Give back every record below word for word, with the pictures omitted.
══ Available records ══
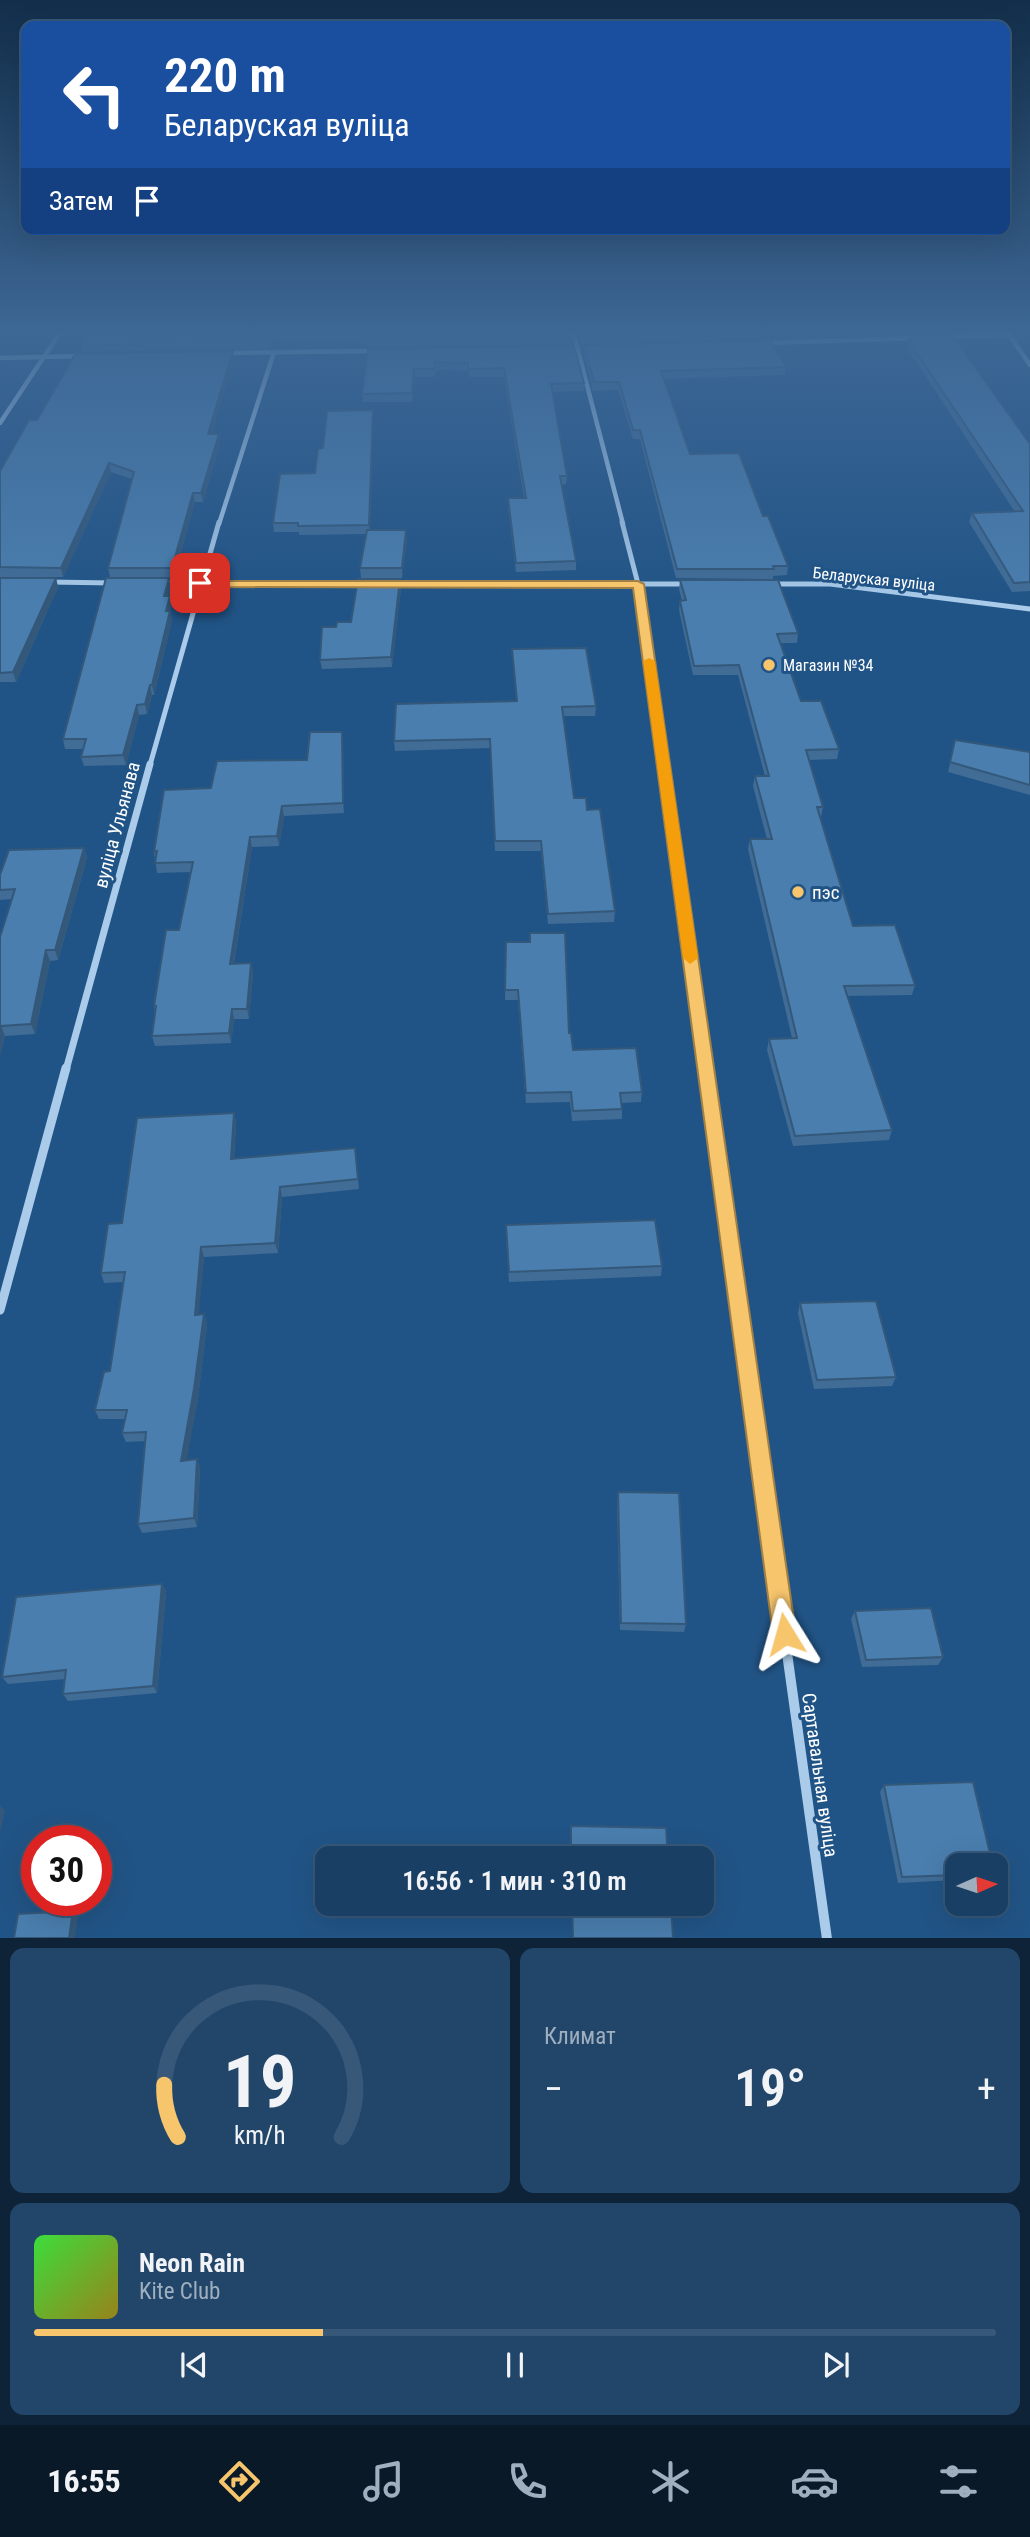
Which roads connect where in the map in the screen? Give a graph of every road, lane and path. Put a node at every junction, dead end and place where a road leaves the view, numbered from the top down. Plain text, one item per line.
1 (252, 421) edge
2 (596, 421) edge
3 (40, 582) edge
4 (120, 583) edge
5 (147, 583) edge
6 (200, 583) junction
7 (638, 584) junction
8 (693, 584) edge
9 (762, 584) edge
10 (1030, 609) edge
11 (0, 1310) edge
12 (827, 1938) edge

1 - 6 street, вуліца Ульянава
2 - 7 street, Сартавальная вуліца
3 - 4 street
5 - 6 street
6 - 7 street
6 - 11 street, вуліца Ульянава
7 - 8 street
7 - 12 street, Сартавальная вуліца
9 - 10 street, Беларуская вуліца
═══
Reply
Which roads connect where in the map in the screen? Give a graph of every road, lane and path. Put a node at every junction, dead end and place where a road leaves the view, numbered from the top down. Plain text, one item per line.
1 (252, 421) edge
2 (596, 421) edge
3 (40, 582) edge
4 (120, 583) edge
5 (147, 583) edge
6 (200, 583) junction
7 (638, 584) junction
8 (693, 584) edge
9 (762, 584) edge
10 (1030, 609) edge
11 (0, 1310) edge
12 (827, 1938) edge

1 - 6 street, вуліца Ульянава
2 - 7 street, Сартавальная вуліца
3 - 4 street
5 - 6 street
6 - 7 street
6 - 11 street, вуліца Ульянава
7 - 8 street
7 - 12 street, Сартавальная вуліца
9 - 10 street, Беларуская вуліца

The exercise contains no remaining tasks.